How can I check a partitioning key of DataFrame?

There is no partitioning key once you loaded data, but you can check queryExecution for Partitioner.


In practice:

  • If you want to support efficient pushdowns on the key, use partitionBy method of DataFrameWriter.
  • If you want a limited support for join optimizations use bucketBy with metastore and persistent tables.

See How to define partitioning of DataFrame? for detailed examples.

14
votes

I am answering my own question for future reference what worked.

Following suggestion of @user8371915, bucketBy works!

I am saving my DataFrame df:

df.write
  .bucketBy(250, "userid")
  .saveAsTable("myNewTable")

Then when I need to load this table:

val df2 = spark.sql("SELECT * FROM myNewTable")

val w = Window.partitionBy("userid")

val df3 = df2.withColumn("newColumnName", sum(col("someColumn")).over(w)
df3.explain

I confirm that when I do window functions on df2 partitioned by userid there is no shuffle! Thanks @user8371915!

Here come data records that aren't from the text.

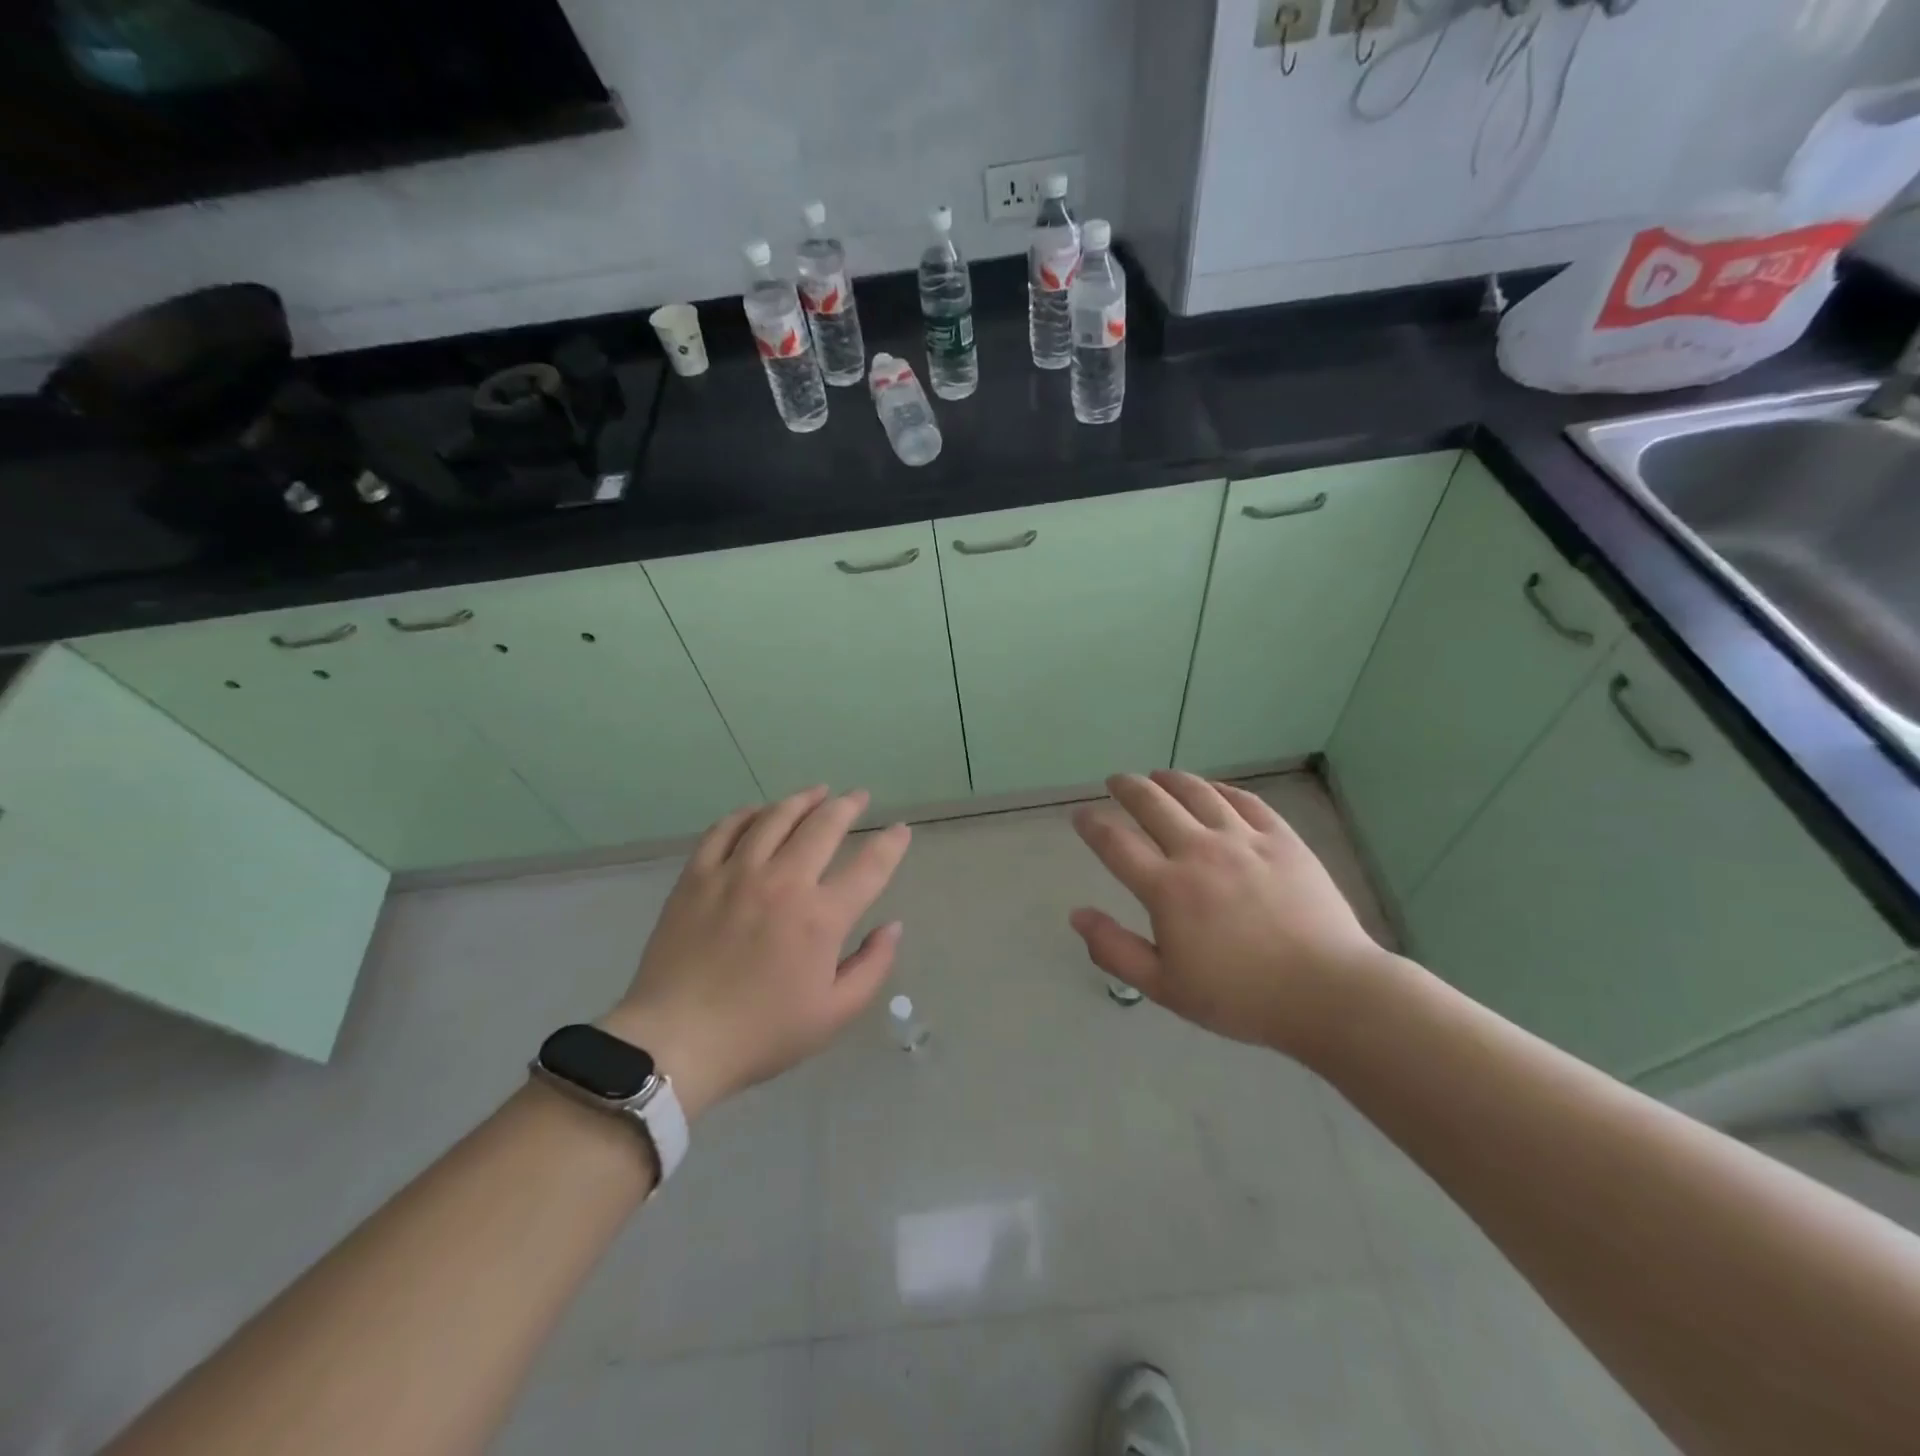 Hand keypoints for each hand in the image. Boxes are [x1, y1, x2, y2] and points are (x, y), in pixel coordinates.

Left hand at [603, 787, 910, 1119]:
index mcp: (821, 917)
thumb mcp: (833, 1014)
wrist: (676, 1041)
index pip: (870, 866)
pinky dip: (748, 814)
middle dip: (848, 805)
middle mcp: (783, 882)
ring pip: (776, 817)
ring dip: (802, 799)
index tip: (900, 830)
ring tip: (817, 792)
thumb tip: (893, 926)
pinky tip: (759, 812)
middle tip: (858, 797)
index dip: (891, 844)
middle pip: (824, 825)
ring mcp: (736, 873)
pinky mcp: (697, 875)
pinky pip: (725, 829)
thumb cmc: (761, 1033)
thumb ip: (872, 966)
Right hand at [1069, 771, 1391, 1058]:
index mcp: (1167, 888)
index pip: (1115, 843)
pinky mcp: (1282, 839)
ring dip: (1170, 779)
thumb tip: (1077, 915)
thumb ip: (1115, 950)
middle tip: (1116, 781)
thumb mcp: (1165, 987)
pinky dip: (1220, 789)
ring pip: (1198, 792)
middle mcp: (1199, 851)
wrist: (1328, 992)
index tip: (1081, 816)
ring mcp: (1243, 840)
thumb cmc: (1241, 997)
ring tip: (1158, 775)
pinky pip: (1244, 801)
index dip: (1092, 826)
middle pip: (1152, 803)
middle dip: (1127, 787)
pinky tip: (1212, 790) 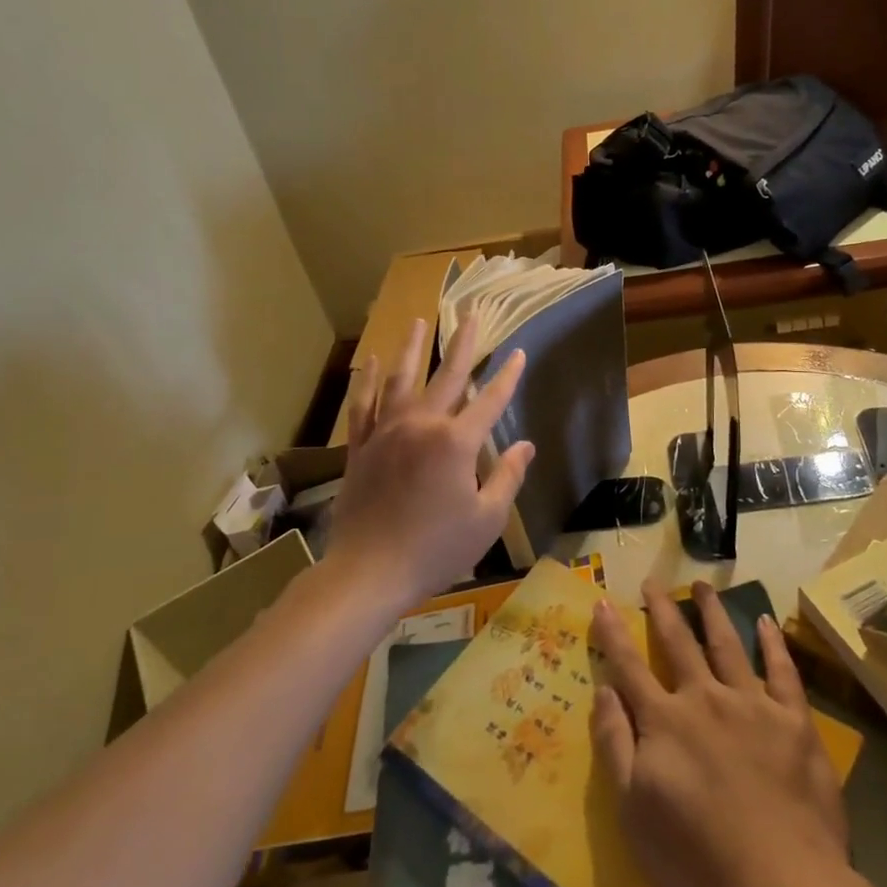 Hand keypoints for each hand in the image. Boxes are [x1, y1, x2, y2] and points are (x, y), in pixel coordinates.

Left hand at [328, 314, 534, 610]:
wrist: (370, 571)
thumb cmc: (436, 550)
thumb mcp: (486, 519)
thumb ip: (508, 477)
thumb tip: (526, 445)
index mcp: (456, 442)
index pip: (490, 400)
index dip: (508, 376)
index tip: (518, 353)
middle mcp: (421, 425)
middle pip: (447, 376)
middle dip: (463, 343)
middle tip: (472, 314)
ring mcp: (386, 432)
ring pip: (401, 379)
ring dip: (413, 348)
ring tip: (419, 321)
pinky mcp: (361, 446)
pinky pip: (363, 404)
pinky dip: (368, 380)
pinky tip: (373, 360)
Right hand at [590, 583, 850, 886]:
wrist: (782, 882)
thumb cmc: (698, 856)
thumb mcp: (634, 811)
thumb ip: (615, 745)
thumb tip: (604, 690)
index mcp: (665, 720)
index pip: (630, 666)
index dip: (614, 633)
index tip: (604, 601)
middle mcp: (705, 698)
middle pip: (679, 642)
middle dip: (662, 608)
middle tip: (653, 581)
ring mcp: (753, 704)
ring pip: (727, 644)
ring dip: (713, 611)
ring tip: (703, 584)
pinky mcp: (794, 720)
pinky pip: (782, 671)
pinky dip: (773, 644)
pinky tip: (766, 622) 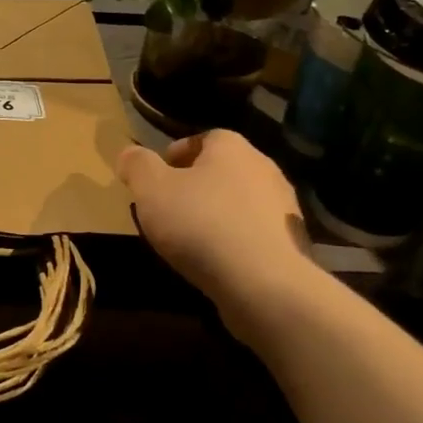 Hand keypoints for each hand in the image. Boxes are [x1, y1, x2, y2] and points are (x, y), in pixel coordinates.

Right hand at [117, 130, 325, 344]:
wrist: (264, 283)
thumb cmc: (201, 224)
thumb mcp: (151, 190)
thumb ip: (137, 166)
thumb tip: (130, 153)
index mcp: (232, 148)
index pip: (204, 138)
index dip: (178, 154)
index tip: (157, 178)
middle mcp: (265, 169)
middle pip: (224, 170)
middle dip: (197, 185)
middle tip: (169, 207)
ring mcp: (284, 208)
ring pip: (241, 202)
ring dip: (218, 213)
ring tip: (191, 238)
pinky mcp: (293, 243)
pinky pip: (255, 232)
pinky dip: (236, 240)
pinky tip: (218, 260) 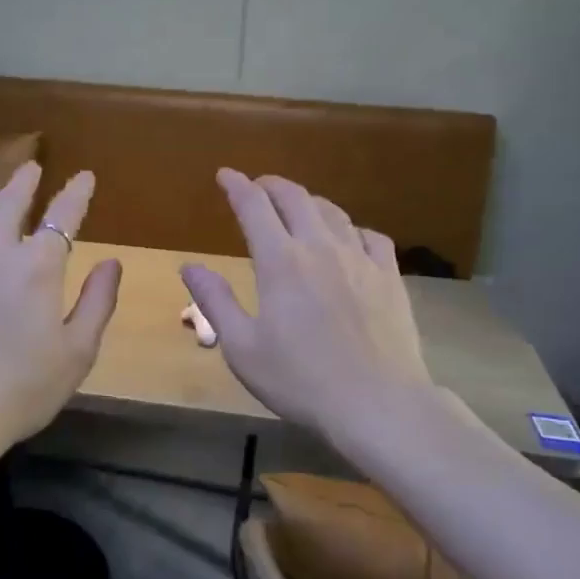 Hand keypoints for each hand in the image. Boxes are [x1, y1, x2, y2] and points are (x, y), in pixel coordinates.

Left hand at [0, 163, 121, 444]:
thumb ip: (97, 302)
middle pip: (11, 202)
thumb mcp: (77, 352)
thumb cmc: (22, 389)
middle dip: (25, 181)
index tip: (85, 176)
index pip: (63, 215)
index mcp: (38, 266)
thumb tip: (112, 262)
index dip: (76, 193)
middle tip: (31, 167)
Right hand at [182, 170, 433, 443]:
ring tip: (298, 207)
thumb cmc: (300, 380)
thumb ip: (215, 301)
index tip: (225, 175)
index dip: (237, 186)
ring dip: (309, 202)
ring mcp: (360, 259)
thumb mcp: (242, 347)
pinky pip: (370, 236)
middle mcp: (320, 248)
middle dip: (272, 185)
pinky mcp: (390, 276)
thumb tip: (189, 265)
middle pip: (295, 198)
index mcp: (280, 262)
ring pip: (333, 212)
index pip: (254, 207)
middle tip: (258, 186)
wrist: (378, 403)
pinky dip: (350, 228)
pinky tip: (349, 239) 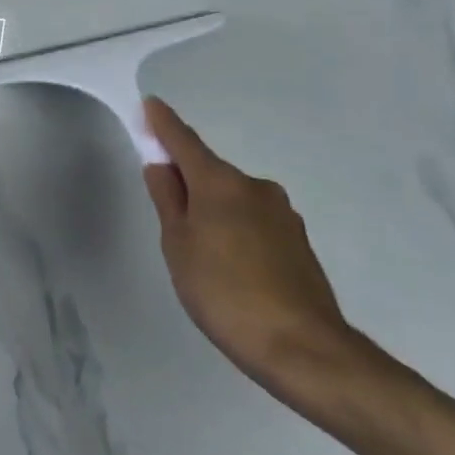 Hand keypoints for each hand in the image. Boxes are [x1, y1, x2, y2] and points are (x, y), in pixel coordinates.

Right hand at [142, 98, 364, 403]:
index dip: (164, 124)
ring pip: (233, 199)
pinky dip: (234, 229)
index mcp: (221, 183)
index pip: (185, 142)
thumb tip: (161, 166)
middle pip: (210, 172)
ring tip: (199, 252)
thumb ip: (168, 200)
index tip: (150, 105)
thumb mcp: (178, 245)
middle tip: (166, 212)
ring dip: (212, 209)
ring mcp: (282, 215)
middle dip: (187, 180)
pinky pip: (253, 221)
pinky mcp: (298, 243)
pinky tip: (229, 266)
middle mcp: (255, 188)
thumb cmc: (224, 292)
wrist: (303, 349)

Some things I learned while investigating it

  • myNewTable looks like a normal parquet file but it is not. You could read it normally with spark.read.format("parquet").load("path/to/myNewTable") but the DataFrame created this way will not keep the original partitioning! You must use spark.sql select to get correctly partitioned DataFrame.
  • You can look inside the table with spark.sql("describe formatted myNewTable").collect.foreach(println). This will tell you what columns were used for bucketing and how many buckets there are.
  • Window functions and joins that take advantage of partitioning often require also sort. You can sort data in your buckets at the write time using .sortBy() and the sort will be also preserved in the hive table. df.write.bucketBy(250, "userid").sortBy("somColumnName").saveAsTable("myNewTable")
  • When working in local mode the table myNewTable is saved to a spark-warehouse folder in my local Scala SBT project. When saving in cluster mode with mesos via spark-submit, it is saved to hive warehouse. For me it was located in /user/hive/warehouse.
  • When doing spark-submit you need to add to your SparkSession two options: .config("hive.metastore.uris", "thrift://addres-to-your-master:9083") and .enableHiveSupport(). Otherwise the hive tables you created will not be visible.
  • If you want to save your table to specific database, do spark.sql("USE your database") before bucketing.

Update 05-02-2018

I encountered some problems with spark bucketing and creation of Hive tables. Please refer to question, replies and comments in Why is Spark saveAsTable with bucketBy creating thousands of files?